PROBLEM REQUIREMENTS
All of the data that follows is to be written out exactly, with images excluded.

[Dataset entries]
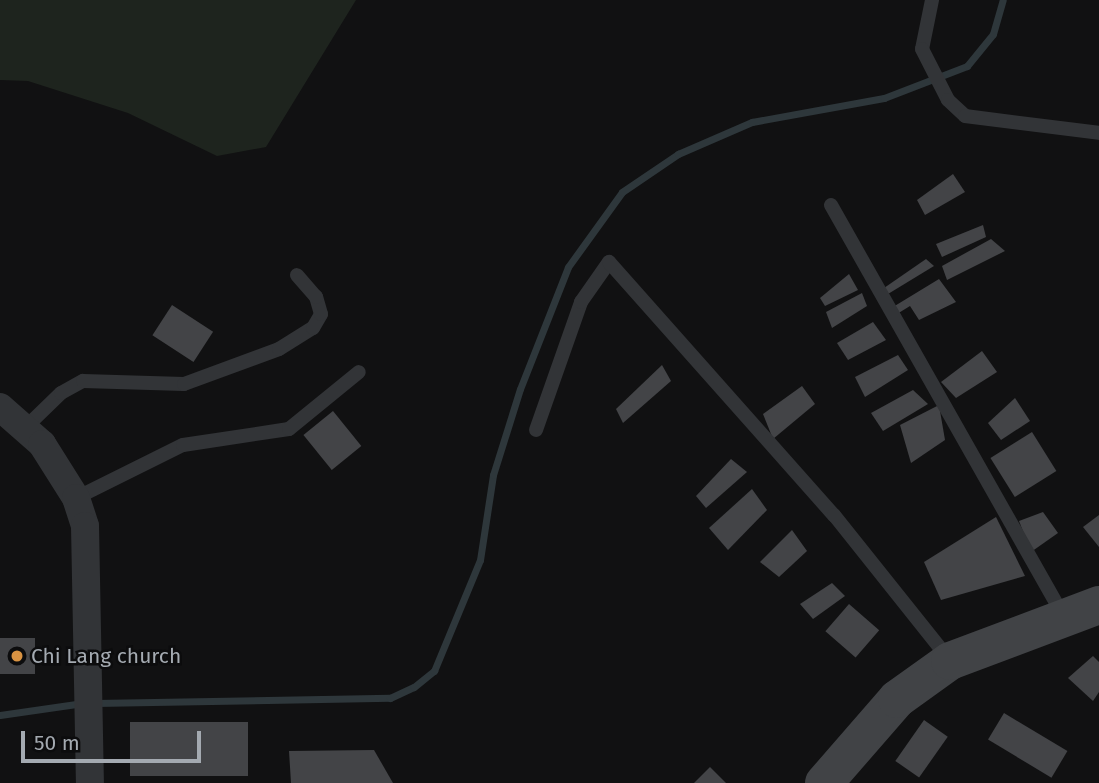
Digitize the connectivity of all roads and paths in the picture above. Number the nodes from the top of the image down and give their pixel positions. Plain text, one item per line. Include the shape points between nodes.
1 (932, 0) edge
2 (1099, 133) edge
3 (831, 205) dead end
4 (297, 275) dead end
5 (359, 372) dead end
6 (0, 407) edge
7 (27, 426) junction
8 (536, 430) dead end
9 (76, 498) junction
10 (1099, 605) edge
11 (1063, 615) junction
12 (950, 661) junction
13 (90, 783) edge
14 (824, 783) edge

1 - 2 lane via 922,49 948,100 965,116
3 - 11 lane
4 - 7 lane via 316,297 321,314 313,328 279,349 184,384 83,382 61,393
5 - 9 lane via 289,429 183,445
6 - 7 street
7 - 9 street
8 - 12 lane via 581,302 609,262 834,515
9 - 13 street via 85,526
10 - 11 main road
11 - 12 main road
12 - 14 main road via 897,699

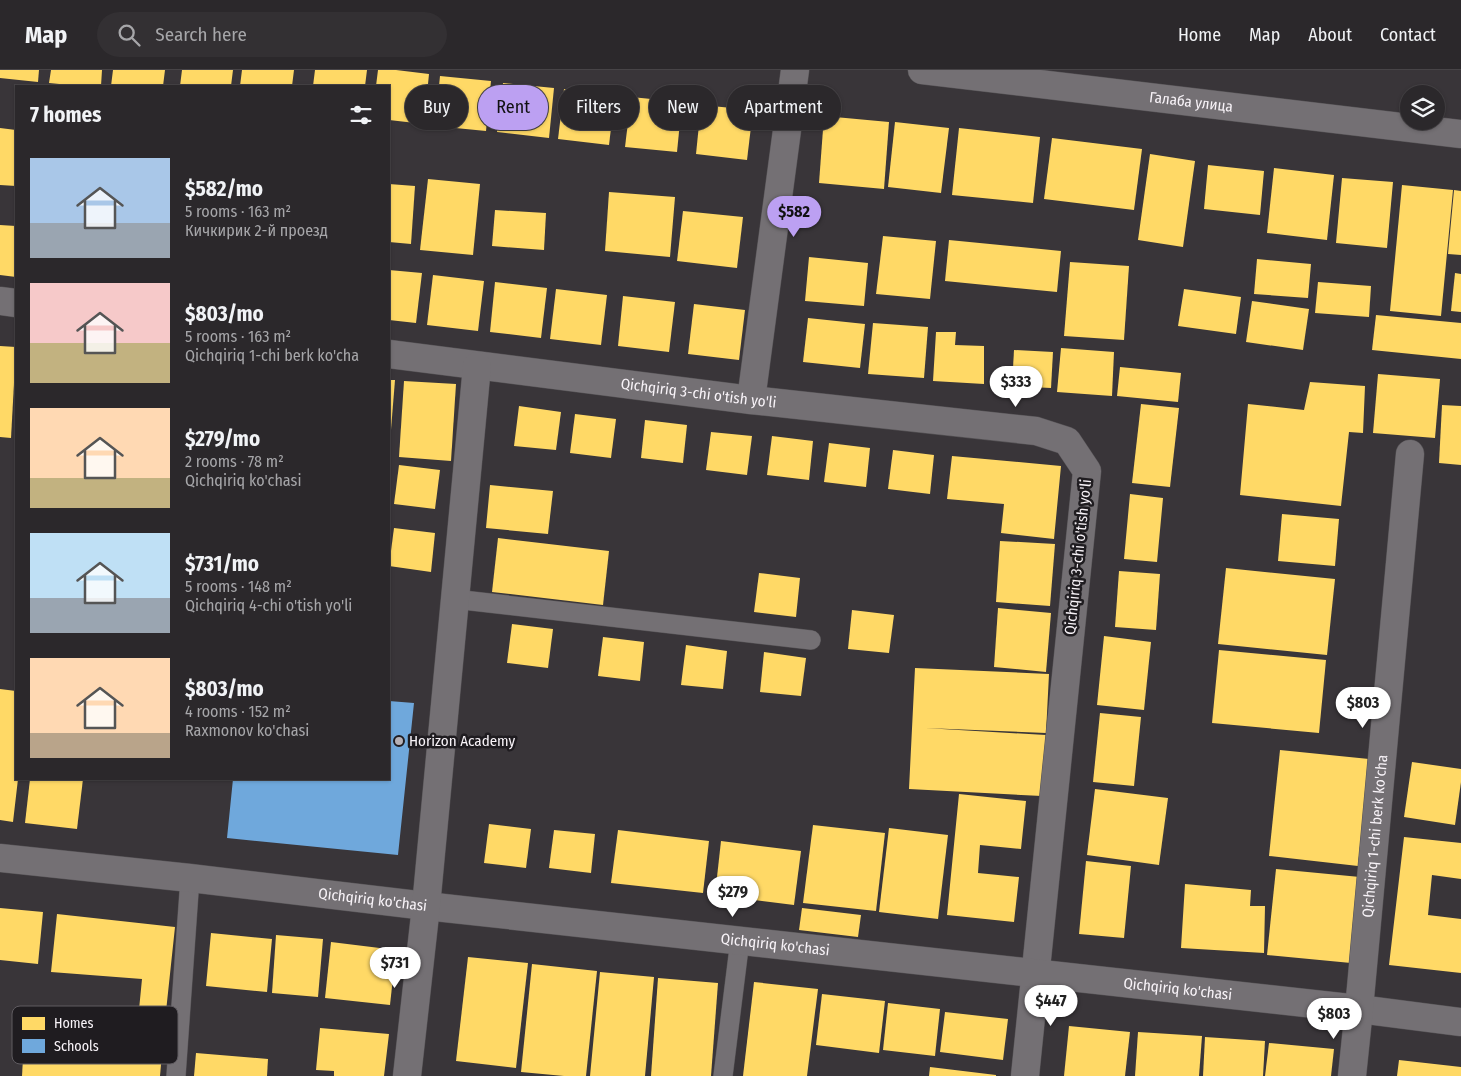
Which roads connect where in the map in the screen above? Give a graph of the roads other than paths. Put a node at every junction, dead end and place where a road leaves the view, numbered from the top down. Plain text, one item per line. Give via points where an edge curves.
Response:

RESULT OF THE TASK
Digitize the connectivity of all roads and paths in the picture above. Number the nodes from the top of the image down and give their pixel positions. Plain text, one item per line. Include the shape points between nodes.
1 (932, 0) edge
2 (1099, 133) edge
3 (831, 205) dead end
4 (297, 275) dead end
5 (359, 372) dead end
6 (0, 407) edge
7 (27, 426) junction
8 (536, 430) dead end
9 (76, 498) junction
10 (1099, 605) edge
11 (1063, 615) junction
12 (950, 661) junction
13 (90, 783) edge
14 (824, 783) edge

1 - 2 lane via 922,49 948,100 965,116
3 - 11 lane
4 - 7 lane via 316,297 321,314 313,328 279,349 184,384 83,382 61,393
5 - 9 lane via 289,429 183,445
6 - 7 street
7 - 9 street
8 - 12 lane via 581,302 609,262 834,515
9 - 13 street via 85,526
10 - 11 main road
11 - 12 main road
12 - 14 main road via 897,699

Which roads connect where in the map in the screen above? Give a graph of the roads other than paths. Put a node at every junction, dead end and place where a road leaves the view, numbered from the top down. Plain text, one item per line. Give via points where an edge curves.
Response:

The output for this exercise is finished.